## [ABOUT THIS EXERCISE]
Below are records; say how many of their lines include the word "Castro", giving nothing but the number.

## [RECORDS SHOWN]
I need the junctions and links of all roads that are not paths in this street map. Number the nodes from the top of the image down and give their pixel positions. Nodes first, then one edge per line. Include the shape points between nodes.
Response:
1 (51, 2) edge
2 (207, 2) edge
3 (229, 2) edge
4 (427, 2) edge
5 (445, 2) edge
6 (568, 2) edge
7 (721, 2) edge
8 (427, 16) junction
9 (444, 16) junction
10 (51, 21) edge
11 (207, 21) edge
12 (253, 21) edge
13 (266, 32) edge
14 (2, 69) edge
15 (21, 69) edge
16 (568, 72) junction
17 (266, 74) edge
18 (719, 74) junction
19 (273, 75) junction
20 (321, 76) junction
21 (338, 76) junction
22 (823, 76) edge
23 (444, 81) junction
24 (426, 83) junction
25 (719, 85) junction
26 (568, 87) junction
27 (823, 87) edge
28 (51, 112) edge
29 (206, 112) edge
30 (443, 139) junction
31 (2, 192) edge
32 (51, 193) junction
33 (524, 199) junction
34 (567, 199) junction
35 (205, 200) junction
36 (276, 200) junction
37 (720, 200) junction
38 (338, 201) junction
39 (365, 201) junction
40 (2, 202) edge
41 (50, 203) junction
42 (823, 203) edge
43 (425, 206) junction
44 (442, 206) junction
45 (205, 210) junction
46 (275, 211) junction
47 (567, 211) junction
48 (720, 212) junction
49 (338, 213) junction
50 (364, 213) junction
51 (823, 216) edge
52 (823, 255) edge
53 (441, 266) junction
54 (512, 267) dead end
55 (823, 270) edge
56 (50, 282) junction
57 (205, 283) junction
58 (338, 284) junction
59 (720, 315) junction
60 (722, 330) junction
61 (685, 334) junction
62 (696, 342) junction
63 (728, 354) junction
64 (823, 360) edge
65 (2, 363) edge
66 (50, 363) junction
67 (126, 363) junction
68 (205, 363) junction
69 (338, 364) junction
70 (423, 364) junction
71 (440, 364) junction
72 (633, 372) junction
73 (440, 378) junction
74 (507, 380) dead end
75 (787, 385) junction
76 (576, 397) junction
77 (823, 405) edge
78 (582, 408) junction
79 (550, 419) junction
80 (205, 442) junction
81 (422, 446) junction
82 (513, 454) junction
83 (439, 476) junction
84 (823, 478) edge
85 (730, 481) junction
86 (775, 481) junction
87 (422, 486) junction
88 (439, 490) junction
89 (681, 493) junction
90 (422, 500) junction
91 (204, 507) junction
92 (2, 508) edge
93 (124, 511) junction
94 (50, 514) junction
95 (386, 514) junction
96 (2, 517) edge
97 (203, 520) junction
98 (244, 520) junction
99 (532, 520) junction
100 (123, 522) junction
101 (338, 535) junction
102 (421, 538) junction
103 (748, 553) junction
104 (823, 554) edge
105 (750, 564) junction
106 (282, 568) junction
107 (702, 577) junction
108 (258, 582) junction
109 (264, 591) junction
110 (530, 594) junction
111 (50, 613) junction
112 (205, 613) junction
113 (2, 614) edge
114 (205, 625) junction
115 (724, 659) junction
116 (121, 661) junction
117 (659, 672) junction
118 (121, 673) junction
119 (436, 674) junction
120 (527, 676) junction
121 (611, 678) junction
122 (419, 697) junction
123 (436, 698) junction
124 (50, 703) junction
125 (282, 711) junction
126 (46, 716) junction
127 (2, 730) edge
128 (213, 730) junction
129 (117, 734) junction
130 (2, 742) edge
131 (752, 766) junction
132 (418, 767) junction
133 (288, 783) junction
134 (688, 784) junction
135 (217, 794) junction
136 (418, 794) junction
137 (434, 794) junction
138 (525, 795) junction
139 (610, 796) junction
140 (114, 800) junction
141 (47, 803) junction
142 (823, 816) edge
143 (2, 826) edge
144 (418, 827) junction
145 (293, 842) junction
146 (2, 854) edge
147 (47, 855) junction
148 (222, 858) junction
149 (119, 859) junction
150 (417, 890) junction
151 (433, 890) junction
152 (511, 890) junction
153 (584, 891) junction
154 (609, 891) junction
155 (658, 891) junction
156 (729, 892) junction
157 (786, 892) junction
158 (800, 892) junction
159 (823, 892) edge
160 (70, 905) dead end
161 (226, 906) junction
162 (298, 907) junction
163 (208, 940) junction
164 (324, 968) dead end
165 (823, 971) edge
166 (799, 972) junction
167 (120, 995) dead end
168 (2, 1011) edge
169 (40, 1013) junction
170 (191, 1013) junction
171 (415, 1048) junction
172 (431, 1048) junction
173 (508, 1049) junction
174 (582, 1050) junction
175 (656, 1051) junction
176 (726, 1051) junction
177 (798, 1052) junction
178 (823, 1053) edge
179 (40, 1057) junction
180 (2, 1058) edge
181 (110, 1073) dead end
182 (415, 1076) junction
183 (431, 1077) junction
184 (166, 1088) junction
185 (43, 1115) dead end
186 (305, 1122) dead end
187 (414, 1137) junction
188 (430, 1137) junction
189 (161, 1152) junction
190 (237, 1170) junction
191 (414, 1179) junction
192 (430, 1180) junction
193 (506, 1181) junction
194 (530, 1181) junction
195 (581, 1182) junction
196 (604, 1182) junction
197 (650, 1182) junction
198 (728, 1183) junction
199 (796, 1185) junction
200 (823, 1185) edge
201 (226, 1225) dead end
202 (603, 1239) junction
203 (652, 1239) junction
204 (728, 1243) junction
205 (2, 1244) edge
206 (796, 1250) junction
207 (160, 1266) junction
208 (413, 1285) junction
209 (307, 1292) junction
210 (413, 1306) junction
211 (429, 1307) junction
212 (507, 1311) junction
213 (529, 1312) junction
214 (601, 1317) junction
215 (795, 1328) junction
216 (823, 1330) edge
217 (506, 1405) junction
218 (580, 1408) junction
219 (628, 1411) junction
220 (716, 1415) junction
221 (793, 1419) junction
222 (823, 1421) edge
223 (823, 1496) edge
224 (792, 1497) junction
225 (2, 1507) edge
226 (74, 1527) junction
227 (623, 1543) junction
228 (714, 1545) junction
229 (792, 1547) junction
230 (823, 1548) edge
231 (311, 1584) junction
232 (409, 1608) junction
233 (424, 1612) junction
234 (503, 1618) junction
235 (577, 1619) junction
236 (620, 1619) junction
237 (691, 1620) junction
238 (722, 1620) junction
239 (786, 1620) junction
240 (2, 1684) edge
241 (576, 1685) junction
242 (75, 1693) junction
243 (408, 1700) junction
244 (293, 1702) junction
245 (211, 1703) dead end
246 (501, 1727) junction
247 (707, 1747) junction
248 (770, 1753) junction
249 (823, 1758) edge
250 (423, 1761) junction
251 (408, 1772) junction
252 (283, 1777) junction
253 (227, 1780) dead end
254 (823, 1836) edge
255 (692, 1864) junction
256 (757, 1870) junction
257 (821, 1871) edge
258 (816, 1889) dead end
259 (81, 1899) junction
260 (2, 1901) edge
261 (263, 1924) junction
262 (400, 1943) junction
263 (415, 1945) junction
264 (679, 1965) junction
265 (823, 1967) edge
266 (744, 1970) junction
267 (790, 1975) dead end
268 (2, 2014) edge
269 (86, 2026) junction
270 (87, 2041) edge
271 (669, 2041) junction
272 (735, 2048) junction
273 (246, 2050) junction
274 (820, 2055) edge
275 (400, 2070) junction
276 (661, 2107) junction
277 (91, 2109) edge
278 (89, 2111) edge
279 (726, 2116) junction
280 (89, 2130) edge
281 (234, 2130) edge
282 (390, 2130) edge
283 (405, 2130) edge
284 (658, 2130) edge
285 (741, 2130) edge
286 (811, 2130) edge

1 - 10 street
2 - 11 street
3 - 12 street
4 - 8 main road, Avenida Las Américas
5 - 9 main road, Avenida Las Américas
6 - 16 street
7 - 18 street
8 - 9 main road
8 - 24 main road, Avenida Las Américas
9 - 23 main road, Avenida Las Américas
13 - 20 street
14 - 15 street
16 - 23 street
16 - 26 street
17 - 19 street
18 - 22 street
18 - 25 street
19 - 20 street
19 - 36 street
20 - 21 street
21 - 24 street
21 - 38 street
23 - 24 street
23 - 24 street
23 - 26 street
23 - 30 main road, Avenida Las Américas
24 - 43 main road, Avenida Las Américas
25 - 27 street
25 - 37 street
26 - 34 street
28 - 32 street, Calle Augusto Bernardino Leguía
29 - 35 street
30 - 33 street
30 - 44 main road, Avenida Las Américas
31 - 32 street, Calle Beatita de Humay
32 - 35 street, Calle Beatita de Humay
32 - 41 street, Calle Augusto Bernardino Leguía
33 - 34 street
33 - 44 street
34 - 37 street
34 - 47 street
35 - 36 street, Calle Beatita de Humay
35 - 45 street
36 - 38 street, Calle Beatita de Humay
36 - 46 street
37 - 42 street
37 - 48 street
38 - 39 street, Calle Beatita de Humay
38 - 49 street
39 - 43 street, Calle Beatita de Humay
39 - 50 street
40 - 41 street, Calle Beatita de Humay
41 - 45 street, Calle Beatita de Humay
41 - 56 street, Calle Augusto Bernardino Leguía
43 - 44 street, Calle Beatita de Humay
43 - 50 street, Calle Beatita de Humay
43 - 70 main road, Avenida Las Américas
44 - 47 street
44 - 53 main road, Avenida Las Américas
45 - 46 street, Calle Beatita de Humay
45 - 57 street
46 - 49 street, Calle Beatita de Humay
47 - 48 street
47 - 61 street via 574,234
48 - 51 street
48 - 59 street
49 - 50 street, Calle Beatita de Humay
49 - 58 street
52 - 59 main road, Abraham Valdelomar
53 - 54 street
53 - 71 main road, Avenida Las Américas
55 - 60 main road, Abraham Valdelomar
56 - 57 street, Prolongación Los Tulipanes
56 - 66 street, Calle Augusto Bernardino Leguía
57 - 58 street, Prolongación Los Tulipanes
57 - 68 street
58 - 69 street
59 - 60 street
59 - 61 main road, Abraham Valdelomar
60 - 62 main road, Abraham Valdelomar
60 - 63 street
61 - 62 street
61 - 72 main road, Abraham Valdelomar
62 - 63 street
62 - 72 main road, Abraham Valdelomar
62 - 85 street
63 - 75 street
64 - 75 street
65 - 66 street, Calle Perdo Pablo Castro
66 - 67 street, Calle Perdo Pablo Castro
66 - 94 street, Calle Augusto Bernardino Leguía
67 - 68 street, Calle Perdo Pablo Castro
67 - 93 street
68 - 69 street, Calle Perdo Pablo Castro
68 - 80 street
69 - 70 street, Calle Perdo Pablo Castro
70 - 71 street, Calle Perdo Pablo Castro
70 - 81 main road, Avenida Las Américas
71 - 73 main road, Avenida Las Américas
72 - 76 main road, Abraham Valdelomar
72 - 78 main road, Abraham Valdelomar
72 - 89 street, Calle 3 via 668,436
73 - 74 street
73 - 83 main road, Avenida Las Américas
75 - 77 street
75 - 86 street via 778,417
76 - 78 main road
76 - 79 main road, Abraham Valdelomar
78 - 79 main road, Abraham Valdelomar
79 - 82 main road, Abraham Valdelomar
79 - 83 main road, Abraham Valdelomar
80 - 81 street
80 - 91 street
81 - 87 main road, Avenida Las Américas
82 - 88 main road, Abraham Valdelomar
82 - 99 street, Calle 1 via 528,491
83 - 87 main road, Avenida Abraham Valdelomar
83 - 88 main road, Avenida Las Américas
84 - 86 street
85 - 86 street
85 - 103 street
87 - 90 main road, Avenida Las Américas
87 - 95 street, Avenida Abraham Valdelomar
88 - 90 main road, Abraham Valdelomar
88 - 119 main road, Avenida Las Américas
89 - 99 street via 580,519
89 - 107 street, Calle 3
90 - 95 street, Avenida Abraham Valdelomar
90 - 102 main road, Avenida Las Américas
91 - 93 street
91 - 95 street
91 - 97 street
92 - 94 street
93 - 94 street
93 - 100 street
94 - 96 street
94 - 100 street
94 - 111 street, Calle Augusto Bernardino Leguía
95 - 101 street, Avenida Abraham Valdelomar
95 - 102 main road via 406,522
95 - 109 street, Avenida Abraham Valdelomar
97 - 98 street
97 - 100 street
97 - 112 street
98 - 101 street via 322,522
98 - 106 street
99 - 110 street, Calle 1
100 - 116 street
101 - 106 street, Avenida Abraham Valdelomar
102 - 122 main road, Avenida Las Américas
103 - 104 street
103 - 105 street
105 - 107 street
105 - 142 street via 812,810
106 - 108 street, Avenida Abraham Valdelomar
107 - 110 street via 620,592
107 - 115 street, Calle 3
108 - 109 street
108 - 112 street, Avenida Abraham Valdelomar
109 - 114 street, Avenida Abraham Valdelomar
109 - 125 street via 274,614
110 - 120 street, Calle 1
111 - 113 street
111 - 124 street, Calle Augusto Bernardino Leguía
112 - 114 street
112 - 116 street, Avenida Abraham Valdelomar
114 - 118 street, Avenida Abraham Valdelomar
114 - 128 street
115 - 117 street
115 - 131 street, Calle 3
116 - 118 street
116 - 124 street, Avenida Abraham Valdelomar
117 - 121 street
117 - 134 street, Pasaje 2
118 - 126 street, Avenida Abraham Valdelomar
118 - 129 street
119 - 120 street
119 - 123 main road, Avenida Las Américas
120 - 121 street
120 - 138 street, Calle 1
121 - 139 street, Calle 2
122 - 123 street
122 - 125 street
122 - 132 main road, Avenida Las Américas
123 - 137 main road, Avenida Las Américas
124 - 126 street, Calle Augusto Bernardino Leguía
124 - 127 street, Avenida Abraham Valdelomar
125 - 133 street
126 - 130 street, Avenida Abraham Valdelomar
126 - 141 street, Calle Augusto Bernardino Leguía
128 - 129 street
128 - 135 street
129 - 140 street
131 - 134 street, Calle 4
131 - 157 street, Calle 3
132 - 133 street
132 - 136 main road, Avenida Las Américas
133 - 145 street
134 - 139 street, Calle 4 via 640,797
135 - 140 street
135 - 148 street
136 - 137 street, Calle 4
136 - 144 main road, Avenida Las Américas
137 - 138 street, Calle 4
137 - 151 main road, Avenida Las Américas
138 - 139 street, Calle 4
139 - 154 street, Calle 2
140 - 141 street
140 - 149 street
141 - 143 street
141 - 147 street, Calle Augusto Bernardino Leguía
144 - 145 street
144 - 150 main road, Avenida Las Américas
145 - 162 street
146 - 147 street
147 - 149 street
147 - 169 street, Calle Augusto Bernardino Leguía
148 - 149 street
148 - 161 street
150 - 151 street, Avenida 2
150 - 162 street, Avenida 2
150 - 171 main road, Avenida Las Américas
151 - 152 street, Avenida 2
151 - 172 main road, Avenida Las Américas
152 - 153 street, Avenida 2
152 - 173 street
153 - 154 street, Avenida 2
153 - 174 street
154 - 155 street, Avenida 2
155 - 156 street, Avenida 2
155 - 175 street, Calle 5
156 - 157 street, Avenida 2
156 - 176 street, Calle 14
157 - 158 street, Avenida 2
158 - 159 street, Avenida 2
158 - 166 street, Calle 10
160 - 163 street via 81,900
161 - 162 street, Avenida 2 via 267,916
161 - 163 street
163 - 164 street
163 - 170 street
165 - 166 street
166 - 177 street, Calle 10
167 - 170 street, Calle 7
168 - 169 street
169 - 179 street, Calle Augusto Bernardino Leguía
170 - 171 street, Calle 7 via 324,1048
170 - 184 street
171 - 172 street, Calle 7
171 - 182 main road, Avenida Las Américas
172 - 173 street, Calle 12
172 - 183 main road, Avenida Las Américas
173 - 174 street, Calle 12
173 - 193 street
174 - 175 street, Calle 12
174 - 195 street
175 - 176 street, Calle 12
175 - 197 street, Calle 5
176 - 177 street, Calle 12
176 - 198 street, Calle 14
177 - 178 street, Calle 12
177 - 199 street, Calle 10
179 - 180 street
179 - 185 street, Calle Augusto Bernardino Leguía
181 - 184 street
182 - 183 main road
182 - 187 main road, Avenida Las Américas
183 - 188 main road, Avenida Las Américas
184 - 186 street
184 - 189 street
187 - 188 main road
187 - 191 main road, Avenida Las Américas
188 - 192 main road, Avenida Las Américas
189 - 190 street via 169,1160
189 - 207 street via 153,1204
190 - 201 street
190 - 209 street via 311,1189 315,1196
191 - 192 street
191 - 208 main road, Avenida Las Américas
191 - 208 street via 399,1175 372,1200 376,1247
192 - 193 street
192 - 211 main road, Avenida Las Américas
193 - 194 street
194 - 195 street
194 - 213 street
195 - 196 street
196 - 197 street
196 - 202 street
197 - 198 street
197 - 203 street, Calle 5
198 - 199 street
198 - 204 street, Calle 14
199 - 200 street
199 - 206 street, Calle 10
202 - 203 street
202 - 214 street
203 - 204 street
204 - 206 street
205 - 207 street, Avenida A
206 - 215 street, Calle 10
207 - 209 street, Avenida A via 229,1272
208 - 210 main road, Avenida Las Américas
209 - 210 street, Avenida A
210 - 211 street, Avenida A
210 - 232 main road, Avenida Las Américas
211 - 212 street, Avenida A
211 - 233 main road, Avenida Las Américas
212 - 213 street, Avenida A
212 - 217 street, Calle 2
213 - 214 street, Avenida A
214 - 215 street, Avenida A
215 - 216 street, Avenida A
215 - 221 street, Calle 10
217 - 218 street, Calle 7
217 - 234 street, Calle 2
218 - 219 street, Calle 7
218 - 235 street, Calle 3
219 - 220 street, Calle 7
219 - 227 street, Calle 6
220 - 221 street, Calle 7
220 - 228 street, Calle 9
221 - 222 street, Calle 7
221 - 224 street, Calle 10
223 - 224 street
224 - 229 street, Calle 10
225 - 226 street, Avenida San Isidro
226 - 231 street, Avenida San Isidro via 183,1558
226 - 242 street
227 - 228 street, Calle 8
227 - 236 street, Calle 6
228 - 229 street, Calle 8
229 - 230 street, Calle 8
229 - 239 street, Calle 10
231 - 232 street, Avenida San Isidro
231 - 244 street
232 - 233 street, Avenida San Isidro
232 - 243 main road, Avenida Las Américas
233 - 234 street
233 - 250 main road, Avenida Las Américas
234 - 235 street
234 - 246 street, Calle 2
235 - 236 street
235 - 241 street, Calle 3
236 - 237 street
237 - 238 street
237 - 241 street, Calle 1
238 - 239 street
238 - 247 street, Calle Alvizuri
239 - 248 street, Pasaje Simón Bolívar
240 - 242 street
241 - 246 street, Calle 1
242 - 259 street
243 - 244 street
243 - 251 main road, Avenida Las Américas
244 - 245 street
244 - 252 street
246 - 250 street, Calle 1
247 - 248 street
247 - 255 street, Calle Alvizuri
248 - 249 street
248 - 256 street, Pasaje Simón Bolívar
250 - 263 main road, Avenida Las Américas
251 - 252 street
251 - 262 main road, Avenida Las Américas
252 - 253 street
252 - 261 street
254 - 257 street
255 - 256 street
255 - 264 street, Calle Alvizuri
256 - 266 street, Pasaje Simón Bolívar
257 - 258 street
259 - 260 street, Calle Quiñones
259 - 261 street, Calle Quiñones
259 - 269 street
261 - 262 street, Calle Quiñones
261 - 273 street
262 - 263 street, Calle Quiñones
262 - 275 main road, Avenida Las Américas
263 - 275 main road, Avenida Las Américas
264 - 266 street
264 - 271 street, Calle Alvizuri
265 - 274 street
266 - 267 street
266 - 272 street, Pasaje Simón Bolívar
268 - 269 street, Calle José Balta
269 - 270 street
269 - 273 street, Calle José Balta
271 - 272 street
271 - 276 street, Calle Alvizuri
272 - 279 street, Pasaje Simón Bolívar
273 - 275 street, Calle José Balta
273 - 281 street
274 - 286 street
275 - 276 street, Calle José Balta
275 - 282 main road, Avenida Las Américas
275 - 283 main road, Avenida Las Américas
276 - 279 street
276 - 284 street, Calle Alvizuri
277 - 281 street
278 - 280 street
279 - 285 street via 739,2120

## [WRITTEN REPLY]
6